In 2007, McAfee became vice president and research fellow at Yahoo! Research, where he founded a new social-science research group to work on problems with both scientific importance and business relevance. He also served as chief economist of Yahoo! In 2012, he moved to Google, where he led a group of microeconomists and other scholars straddling the borders between business strategy and social science as well as computer science. In 2014, he became chief economist at Microsoft, and left the company in February 2018.
As of May 2020, McAfee returned to Google as Distinguished Scientist.

==Research==
McAfee has published over one hundred scholarly articles that have collectively been cited thousands of times. His research has concentrated on microeconomics and industrial organization, on topics including auctions, bundling, price discrimination, antitrust, contracting, and mechanism design. More recently, he has been publishing research at the interface between microeconomics and computer science. In 2014, McAfee won a Golden Goose Award for his work involving auction design. He is particularly well known for the McAfee mechanism for double auction.

==Professional activities==
McAfee is an advocate for open access to scholarly writing and educational materials. Together with Ted Bergstrom, he maintains an online database on the costs of academic journals to university libraries. He has published an open access online economics textbook, Introduction to Economic Analysis. He was recognized as a SPARC Innovator by the Association of Research Libraries.

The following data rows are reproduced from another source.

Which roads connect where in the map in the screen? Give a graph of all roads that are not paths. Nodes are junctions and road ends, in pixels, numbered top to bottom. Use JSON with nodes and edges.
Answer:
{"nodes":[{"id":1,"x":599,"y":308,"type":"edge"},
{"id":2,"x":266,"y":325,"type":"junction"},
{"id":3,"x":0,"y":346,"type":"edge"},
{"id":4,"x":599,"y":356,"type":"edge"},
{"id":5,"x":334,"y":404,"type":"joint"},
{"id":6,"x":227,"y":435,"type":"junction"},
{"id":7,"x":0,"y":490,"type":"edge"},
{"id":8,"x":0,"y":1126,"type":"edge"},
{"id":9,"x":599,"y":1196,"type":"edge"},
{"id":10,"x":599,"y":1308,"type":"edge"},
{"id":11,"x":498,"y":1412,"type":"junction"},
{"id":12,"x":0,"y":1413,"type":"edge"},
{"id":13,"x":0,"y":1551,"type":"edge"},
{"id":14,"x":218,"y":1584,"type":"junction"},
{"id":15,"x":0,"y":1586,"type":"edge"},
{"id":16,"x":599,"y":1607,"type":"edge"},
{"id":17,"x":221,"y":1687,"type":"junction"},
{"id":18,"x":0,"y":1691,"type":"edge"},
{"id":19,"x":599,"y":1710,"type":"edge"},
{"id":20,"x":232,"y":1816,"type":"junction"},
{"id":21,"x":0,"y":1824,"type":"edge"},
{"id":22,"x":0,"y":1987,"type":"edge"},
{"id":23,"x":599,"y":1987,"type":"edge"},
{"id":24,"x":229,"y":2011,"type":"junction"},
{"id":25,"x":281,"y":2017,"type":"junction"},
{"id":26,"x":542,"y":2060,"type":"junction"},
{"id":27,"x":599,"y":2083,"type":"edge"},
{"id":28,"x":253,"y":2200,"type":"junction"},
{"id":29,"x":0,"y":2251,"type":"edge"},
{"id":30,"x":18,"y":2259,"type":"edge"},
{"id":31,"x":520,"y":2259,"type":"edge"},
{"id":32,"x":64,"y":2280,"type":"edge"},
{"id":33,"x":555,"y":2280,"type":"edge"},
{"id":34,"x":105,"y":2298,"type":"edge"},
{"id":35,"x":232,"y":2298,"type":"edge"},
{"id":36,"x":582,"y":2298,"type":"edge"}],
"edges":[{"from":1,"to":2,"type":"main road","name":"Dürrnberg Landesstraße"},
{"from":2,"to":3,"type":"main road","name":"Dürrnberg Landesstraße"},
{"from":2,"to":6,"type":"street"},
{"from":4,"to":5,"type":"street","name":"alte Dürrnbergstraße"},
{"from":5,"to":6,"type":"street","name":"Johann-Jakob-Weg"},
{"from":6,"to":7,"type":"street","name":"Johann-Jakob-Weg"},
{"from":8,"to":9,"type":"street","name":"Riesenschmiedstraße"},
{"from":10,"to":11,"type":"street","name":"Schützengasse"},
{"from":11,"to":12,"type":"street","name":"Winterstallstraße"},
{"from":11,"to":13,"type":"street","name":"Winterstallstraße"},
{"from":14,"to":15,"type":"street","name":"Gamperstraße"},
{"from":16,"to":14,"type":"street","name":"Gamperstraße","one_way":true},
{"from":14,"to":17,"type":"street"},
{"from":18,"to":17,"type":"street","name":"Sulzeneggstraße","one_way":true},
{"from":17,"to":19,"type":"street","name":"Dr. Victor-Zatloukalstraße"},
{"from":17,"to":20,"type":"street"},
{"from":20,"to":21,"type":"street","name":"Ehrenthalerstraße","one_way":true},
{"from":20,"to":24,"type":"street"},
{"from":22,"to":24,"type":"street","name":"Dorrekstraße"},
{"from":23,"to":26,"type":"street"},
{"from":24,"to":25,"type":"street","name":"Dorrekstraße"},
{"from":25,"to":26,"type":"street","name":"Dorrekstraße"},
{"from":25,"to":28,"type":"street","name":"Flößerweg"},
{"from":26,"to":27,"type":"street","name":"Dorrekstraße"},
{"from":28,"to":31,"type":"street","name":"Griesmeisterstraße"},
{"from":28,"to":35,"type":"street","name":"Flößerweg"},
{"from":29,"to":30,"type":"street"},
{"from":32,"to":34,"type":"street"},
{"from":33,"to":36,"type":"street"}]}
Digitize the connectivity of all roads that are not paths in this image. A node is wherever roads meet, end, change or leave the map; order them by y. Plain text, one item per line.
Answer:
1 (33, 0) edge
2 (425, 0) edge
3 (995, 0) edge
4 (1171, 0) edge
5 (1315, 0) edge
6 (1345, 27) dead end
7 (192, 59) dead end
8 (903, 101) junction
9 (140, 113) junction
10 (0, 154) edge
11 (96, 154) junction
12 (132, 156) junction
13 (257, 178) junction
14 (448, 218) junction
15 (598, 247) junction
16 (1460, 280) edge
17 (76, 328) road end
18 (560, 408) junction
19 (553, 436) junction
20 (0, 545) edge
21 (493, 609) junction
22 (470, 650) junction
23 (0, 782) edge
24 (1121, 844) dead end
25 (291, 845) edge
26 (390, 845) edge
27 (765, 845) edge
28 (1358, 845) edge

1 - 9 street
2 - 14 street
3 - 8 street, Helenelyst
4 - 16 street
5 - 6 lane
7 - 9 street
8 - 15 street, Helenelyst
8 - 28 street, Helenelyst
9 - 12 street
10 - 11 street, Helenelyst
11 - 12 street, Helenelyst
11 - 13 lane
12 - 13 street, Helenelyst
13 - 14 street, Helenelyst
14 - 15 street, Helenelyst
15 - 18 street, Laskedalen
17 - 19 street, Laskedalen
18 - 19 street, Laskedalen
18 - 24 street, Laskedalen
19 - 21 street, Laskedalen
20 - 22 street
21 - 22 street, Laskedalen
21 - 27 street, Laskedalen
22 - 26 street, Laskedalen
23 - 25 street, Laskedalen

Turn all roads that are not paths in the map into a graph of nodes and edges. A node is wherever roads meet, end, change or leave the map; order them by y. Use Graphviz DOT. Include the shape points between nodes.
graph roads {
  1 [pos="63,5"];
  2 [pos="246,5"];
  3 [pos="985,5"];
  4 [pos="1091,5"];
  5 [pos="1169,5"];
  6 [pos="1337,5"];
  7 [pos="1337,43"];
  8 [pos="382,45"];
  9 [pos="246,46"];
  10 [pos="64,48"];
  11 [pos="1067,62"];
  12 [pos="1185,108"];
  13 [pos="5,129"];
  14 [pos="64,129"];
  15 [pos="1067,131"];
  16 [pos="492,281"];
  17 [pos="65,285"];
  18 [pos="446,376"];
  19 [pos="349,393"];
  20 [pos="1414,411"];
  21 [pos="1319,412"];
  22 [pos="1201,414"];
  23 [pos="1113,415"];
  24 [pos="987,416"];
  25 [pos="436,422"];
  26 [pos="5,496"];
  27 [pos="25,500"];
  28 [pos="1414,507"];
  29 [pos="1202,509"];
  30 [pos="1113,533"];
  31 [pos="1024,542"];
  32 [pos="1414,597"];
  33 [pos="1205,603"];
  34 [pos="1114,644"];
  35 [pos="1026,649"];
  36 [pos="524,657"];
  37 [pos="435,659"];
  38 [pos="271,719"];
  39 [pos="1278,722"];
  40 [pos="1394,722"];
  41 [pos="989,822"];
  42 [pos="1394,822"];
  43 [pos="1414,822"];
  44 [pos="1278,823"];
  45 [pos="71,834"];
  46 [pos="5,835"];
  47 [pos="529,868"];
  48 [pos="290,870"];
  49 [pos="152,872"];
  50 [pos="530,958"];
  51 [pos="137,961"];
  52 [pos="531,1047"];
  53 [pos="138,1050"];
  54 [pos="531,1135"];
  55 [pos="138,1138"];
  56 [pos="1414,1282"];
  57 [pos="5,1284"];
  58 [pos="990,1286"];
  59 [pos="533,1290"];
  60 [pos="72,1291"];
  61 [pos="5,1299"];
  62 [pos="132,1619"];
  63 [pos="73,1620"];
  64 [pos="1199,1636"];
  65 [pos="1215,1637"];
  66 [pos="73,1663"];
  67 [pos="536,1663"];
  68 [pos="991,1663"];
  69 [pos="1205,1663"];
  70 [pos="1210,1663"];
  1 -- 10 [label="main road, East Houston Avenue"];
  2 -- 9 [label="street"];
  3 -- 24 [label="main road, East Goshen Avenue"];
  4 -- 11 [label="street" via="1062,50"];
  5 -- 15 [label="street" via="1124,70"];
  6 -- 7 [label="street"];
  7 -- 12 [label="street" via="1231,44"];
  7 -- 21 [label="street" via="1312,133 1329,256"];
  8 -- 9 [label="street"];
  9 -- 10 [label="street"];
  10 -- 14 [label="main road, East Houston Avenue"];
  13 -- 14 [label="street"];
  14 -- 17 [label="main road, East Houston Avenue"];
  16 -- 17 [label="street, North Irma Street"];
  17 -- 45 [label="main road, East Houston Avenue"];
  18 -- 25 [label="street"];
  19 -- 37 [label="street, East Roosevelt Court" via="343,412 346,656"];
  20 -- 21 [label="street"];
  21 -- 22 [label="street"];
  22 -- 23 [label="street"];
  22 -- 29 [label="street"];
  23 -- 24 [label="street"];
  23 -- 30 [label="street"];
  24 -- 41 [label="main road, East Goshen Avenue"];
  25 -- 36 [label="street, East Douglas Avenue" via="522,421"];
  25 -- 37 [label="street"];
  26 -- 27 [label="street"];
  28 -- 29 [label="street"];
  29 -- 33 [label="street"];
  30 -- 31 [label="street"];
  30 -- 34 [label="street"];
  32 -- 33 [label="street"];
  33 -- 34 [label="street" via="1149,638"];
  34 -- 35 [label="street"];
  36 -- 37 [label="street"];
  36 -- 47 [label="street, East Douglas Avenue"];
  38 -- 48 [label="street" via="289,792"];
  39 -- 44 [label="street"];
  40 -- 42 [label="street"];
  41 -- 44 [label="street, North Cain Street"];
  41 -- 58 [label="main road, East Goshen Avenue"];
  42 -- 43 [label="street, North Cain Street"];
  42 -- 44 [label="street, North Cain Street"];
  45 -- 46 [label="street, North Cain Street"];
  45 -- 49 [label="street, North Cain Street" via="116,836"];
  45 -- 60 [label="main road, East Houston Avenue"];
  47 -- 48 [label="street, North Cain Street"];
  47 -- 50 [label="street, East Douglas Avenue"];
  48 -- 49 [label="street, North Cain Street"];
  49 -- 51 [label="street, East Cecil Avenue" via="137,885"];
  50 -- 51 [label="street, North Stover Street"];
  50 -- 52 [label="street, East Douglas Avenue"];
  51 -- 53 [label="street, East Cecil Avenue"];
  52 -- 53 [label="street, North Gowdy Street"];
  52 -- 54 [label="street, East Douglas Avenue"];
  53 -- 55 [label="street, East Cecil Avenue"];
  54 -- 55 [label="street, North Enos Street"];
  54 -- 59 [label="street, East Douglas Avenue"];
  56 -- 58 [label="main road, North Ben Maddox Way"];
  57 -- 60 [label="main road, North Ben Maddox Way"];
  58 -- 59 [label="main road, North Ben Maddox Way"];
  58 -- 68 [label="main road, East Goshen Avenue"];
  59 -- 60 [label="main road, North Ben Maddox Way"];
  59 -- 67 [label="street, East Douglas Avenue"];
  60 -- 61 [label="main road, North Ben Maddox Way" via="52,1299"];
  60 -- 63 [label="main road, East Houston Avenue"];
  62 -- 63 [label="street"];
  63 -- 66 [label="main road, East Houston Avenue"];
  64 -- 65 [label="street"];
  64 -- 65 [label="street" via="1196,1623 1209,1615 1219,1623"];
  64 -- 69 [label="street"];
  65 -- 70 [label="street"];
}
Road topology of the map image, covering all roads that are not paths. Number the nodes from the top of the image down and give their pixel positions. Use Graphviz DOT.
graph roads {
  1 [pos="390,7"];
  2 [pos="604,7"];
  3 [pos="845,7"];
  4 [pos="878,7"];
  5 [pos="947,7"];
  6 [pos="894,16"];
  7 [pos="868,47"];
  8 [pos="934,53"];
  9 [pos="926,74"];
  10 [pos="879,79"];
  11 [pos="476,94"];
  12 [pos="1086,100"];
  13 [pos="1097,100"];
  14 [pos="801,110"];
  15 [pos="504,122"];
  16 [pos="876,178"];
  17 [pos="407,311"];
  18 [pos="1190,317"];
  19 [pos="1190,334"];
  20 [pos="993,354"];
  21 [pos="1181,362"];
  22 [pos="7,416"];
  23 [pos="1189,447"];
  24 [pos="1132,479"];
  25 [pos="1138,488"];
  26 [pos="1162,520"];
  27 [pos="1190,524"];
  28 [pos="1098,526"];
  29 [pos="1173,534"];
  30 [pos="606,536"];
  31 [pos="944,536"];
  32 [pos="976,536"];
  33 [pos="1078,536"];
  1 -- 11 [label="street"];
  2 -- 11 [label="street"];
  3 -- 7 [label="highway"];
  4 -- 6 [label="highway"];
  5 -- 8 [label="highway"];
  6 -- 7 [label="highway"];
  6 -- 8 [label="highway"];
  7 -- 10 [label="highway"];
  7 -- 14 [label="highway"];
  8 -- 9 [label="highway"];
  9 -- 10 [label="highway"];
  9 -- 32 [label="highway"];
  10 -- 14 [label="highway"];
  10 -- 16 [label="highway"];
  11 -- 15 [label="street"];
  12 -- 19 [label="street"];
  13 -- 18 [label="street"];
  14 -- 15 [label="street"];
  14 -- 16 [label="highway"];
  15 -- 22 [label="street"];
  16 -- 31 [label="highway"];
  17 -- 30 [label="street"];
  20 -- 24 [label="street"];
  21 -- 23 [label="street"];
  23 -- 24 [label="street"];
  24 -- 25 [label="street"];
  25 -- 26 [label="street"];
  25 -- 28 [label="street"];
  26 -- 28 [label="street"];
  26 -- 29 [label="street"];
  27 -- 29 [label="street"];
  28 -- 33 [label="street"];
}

McAfee is founding co-editor of the ACM journal Transactions of Economics and Computation, emphasizing research at the boundary between computer science and economics.

As editor of Economic Inquiry from 2007 to 2012, McAfee introduced an innovative "no revisions" submission policy designed to short-circuit long cycles of requested editorial revisions and speed up the publication process. He also served as co-editor of the American Economic Review from 1993 to 2002, and he is a Fellow of the Econometric Society.

McAfee prides himself on being humorous for an economist, which he likens to being considered "tall for a dwarf." He published the classic article "American Economic Growth and the Voyage of Columbus" in the American Economic Review (1983), poking fun at the counterfactual analyses of economic historian (and future Nobel Laureate) Robert Fogel, as well as various other elements of academic economics. He also started a humor section (called "Miscellany") in Economic Inquiry during his tenure as editor.

McAfee is also the author of a textbook on business strategy, Competitive Solutions: The Strategist's Toolkit, with insights for managers based on microeconomic foundations.

==Consulting==
McAfee has served as a consultant to the U.S. Department of Justice Antitrust Division and the U.S. Federal Trade Commission (FTC). McAfee has advised on matters concerning mergers, collusion, price-fixing, electricity pricing, bidding, procurement, sales of government property. In 1994 to 1995, McAfee extensively advised the USA Federal Communications Commission (FCC) on the design of auctions for spectrum to be used for personal communications services. McAfee advised the FTC on the mergers of Exxon and Mobil, and of British Petroleum and ARCO. He was an expert witness in FTC v. Rambus, and on the competitive effects of the proposed PeopleSoft-Oracle merger in USA v. Oracle Corporation.